Todos nós estávamos muito animados, no meu caso, a animação vinha diluída em enjoo de ansiedade, a ponto de me despertar a vontade de cancelar a entrevista. Coisa que em sã consciência eu não faria, lembrei a mim mesma, esfregando as mãos suadas.

Levantei-me do sofá muito mais corajosa do que me sentia. Lara saltou ao meu lado, empolgada.

— Podemos. — Confirmei ao ver meu pai descendo atrás dela.

Resolvemos tirar nossos melhores trajes do guarda-roupa, minha mãe apostara num vestido longo drapeado que marcava sua cintura, mesclando o verde camuflado com a estampa florida, o decote V e uma abertura na altura das canelas finalizavam os detalhes. Para completar o look, calçava sandálias musgo, deixando a mostra suas unhas pintadas de vinho. Por outro lado, suas bijuterias eram bem discretas e um casaco preto lhe cobria os ombros.
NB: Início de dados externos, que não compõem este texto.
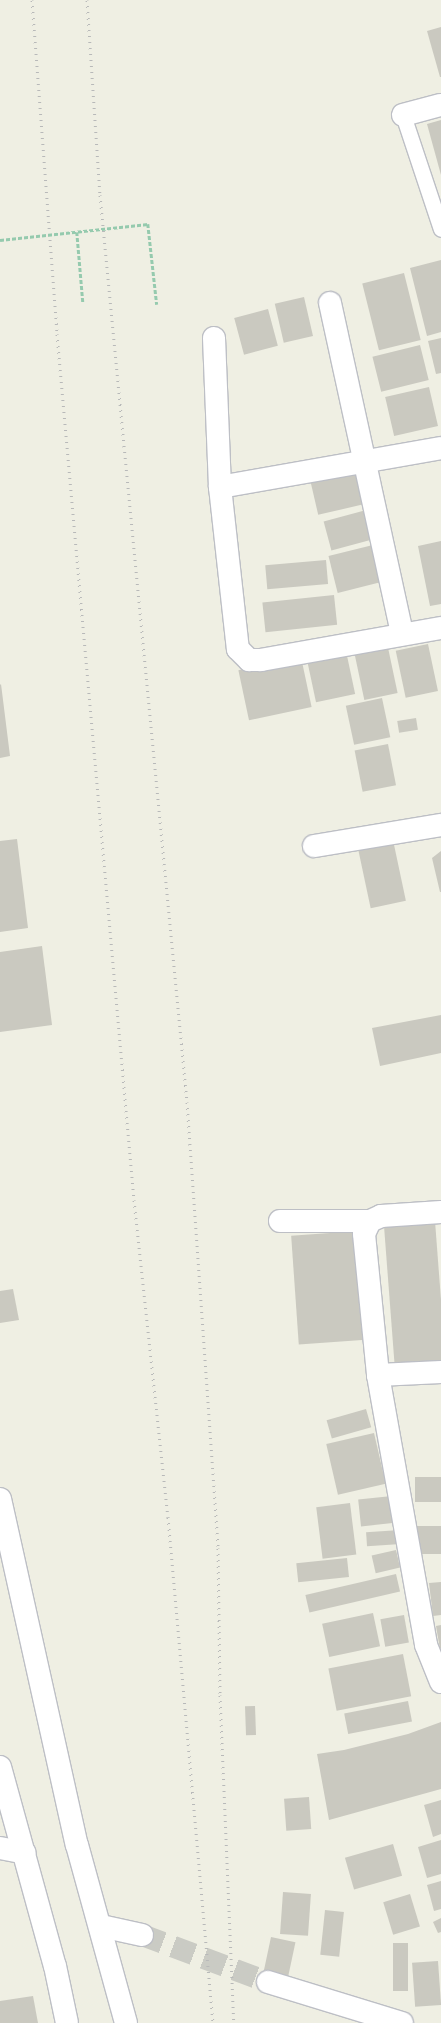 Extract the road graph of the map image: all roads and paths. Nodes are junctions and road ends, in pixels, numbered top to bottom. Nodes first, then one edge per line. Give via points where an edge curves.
1 (441, 105) edge
2 (403, 115) joint
3 (441, 229) edge
4 (77, 232) junction
5 (0, 240) edge
6 (83, 302) dead end
7 (330, 303) dead end
8 (157, 305) dead end
9 (214, 338) dead end
10 (441, 448) edge
11 (362, 461) junction
12 (220, 487) junction
13 (441, 628) edge
14 (402, 634) junction
15 (441, 825) edge
16 (314, 846) dead end
17 (441, 1212) edge
18 (280, 1221) dead end
19 (370, 1221) junction
20 (441, 1372) edge
21 (378, 1375) junction
22 (0, 1499) edge
23 (441, 1682) edge
24 (0, 1767) edge
25 (0, 1848) edge
26 (25, 1853) junction
27 (101, 1926) junction
28 (142, 1935) tunnel mouth
29 (268, 1982) tunnel mouth
30 (67, 2023) edge
31 (126, 2023) edge
32 (402, 2023) edge

1 - 2 street
2 - 3 lane
4 - 5 path, bridge
4 - 6 path
4 - 8 path, bridge via 148,224
7 - 11 street
9 - 12 street
10 - 11 street
11 - 12 street
11 - 14 street
12 - 14 street via 238,649 249,660 261,660
13 - 14 street
15 - 16 street
17 - 19 street via 381,1216
18 - 19 street
19 - 21 street via 364,1234
20 - 21 street
21 - 23 street via 426,1645
22 - 27 street via 77,1845
24 - 26 street
25 - 26 street
26 - 30 street via 55,1966
27 - 28 street
27 - 31 street
29 - 32 street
Lara ostentava seu macacão preto, jaqueta jeans e ankle boots. Enquanto eu escolhi minha blusa branca de seda lisa, calça preta skinny rasgada de cintura alta — o cinto preto com tachas circundando minha cintura servindo apenas de enfeite, blazzer cinza e sneaker preto. Meu pai olhara para minhas unhas pintadas na cor de petróleo e perguntara se eu finalmente decidira virar roqueira. Eu li em seus olhos o comentário deixado de fora: "Agora que finalmente abriu os olhos para a índole do seu cantor pop".

Ele, por sua vez, escolhera vestir sua camiseta branca, calça e casaco pretos e sapatênis na mesma cor. Bem jovial e elegante, e atestamos esse elogio para sua expressão presunçosa de falsa modéstia.

Enfileirados, nos direcionávamos a porta quando batidas ecoaram da mesma.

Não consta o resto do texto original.